Collected data entries
* * *
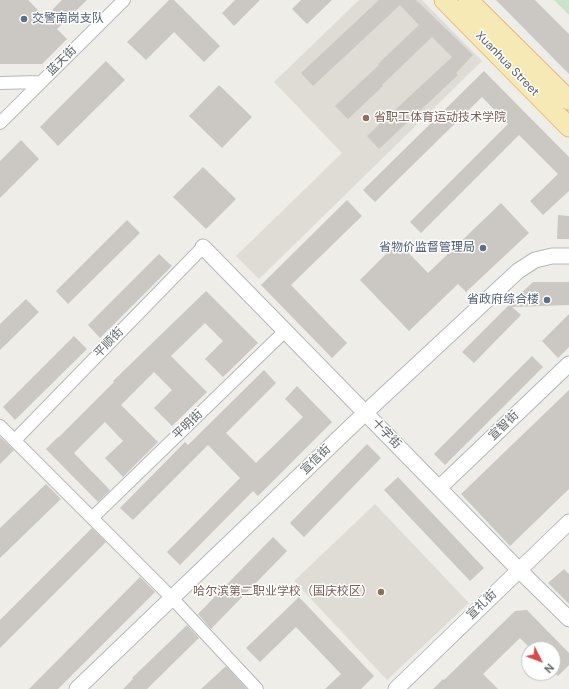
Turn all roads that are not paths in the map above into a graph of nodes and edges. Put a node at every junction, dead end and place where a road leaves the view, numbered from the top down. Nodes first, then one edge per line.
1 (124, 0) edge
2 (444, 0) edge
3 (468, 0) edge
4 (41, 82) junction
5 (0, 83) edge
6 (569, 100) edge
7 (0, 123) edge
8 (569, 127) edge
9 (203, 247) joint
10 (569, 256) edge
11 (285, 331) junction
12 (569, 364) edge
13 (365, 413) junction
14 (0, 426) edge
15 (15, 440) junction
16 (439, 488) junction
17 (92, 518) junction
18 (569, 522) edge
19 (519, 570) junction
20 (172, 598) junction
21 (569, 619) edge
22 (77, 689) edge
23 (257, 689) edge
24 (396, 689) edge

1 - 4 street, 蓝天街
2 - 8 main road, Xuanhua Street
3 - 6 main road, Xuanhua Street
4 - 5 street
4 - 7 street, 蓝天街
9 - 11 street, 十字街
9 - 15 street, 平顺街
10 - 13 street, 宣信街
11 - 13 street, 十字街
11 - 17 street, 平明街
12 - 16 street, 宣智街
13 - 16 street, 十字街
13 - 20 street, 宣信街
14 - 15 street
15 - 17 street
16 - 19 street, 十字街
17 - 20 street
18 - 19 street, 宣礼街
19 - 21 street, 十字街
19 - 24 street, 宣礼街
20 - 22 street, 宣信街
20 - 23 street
* * *
*Exercise prompt:* Transcribe every entry word for word, excluding images.

*Task answer:*
Turn all roads that are not paths in the map above into a graph of nodes and edges. Put a node at every junction, dead end and place where a road leaves the view, numbered from the top down. Nodes first, then one edge per line.
1 (124, 0) edge
2 (444, 0) edge
3 (468, 0) edge
4 (41, 82) junction
5 (0, 83) edge
6 (569, 100) edge
7 (0, 123) edge
8 (569, 127) edge
9 (203, 247) joint
10 (569, 256) edge
11 (285, 331) junction
12 (569, 364) edge
13 (365, 413) junction
14 (0, 426) edge
15 (15, 440) junction
16 (439, 488) junction
17 (92, 518) junction
18 (569, 522) edge
19 (519, 570) junction
20 (172, 598) junction
21 (569, 619) edge
22 (77, 689) edge
23 (257, 689) edge
24 (396, 689) edge

1 - 4 street, 蓝天街
2 - 8 main road, Xuanhua Street
3 - 6 main road, Xuanhua Street
4 - 5 street
4 - 7 street, 蓝天街
9 - 11 street, 十字街
9 - 15 street, 平顺街
10 - 13 street, 宣信街
11 - 13 street, 十字街
11 - 17 street, 平明街
12 - 16 street, 宣智街
13 - 16 street, 十字街
13 - 20 street, 宣信街
14 - 15 street
15 - 17 street
16 - 19 street, 十字街
17 - 20 street
18 - 19 street, 宣礼街
19 - 21 street, 十字街
19 - 24 street, 宣礼街
20 - 22 street, 宣信街
20 - 23 street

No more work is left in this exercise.